2.2. Choosing the right predictive model¶
This page gives a few simple considerations on the choice of an estimator. It is slightly oriented towards a decoding application, that is the prediction of external variables such as behavior or clinical traits from brain images. For a didactic introduction to decoding with nilearn, see the dedicated section of the nilearn documentation.
Contents
2.2.1. Predictions: regression, classification and multi-class¶
2.2.1.1. Regression¶
A regression problem is a learning task in which the variable to predict
–that we often call y
– is a continuous value, such as an age.
Encoding models [1] typically call for regressions.
[1] | Naselaris et al, Encoding and decoding in fMRI, NeuroImage Encoding and decoding in fMRI.2011 http://www.ncbi.nlm.nih.gov/pubmed/20691790 |
2.2.1.2. Classification: two classes or multi-class¶
A classification task consists in predicting a class label for each observation.
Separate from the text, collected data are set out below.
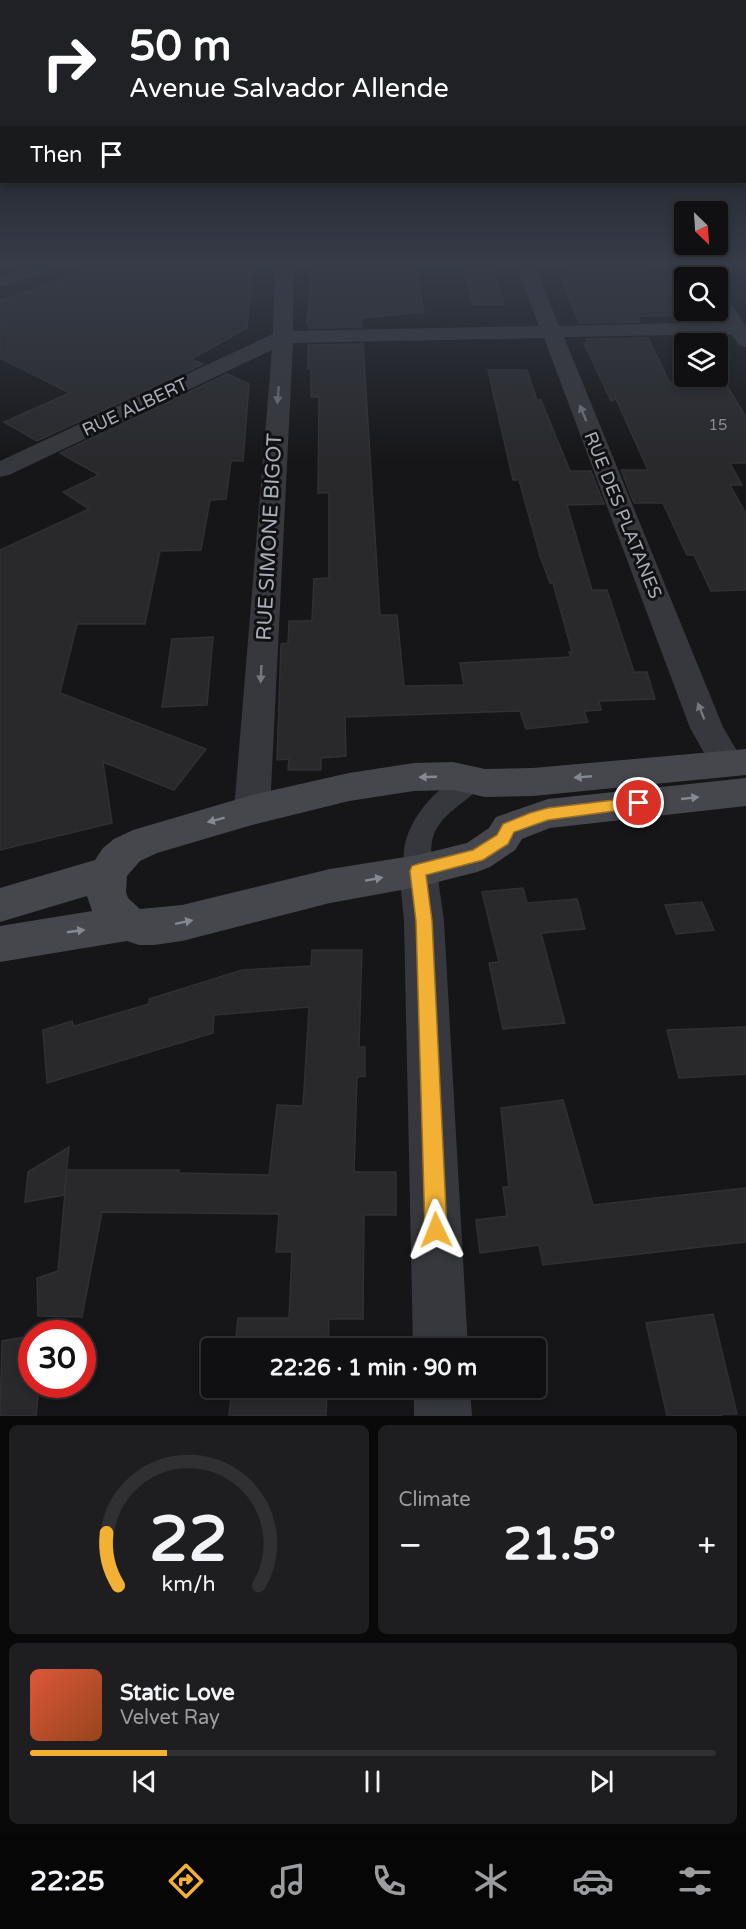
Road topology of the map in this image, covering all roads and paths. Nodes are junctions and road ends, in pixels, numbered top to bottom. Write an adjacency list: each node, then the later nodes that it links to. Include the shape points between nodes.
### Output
1 (283, 331): 4 (street, RUE SIMONE BIGOT)
2 (551, 332): 3 (street, RUE ALBERT); 4 (street, RUE ALBERT); 6 (street, RUE DES PLATANES, one-way to 2, via 707,728)
3 (741, 335)
4 (283, 337): 5 (street, RUE ALBERT); 8 (street, RUE SIMONE BIGOT, one-way to 8)
5 (0, 470)
6 (740, 772): 7 (main road, one-way to 7); 9 (main road, one-way to 6, via 548,814)
7 (480, 781): 8 (main road, one-way to 8, via 453,776 414,777 349,787); 9 (main road, via 499,791 507,802); 10 (lane, via 433,811 421,829 415,858)
8 (252, 810): 11 (main road, one-way to 11, via 146,841 122,855)
9 (508, 828): 10 (main road, via 502,839 477,856)
10 (418, 871): 13 (main road, one-way to 10, via 154,927 182,922 330,886); 15 (street, via 424,921)
11 (108, 873): 12 (main road); 13 (main road, via 105,884 111,908)
12 (0, 905)
13 (127, 923): 14 (main road, one-way to 13)
14 (0, 944)
15 (441, 1338)
16 (442, 1398): 17 (street)
17 (443, 1416)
In other words, the variable to predict is categorical.
Often classification is performed between two classes, but it may well be applied to multiple classes, in which case it is known as a multi-class problem. It is important to keep in mind that the larger the number of classes, the harder the prediction problem.
Some estimators support multi-class prediction out of the box, but many work by dividing the multi-class problem in a set of two class problems. There are two noteworthy strategies:
One versus All: | sklearn.multiclass.OneVsRestClassifier
An estimator is trained to distinguish each class from all the others,
and during prediction, the final decision is taken by a vote across
the different estimators. |
---|---|
One versus One: | sklearn.multiclass.OneVsOneClassifier
An estimator is trained to distinguish each pair of classes,
and during prediction, the final decision is taken by a vote across
the different estimators. |
The “One vs One” strategy is more computationally costly than the “One vs All”. The former scales as the square of the number of classes, whereas the former is linear with the number of classes.
Confusion matrix The confusion matrix,
sklearn.metrics.confusion_matrix
is a useful tool to
understand the classifier’s errors in a multiclass problem.
2.2.2. Setting estimator parameters¶
Most estimators have parameters that can be set to optimize their performance. Importantly, this must be done via nested cross-validation.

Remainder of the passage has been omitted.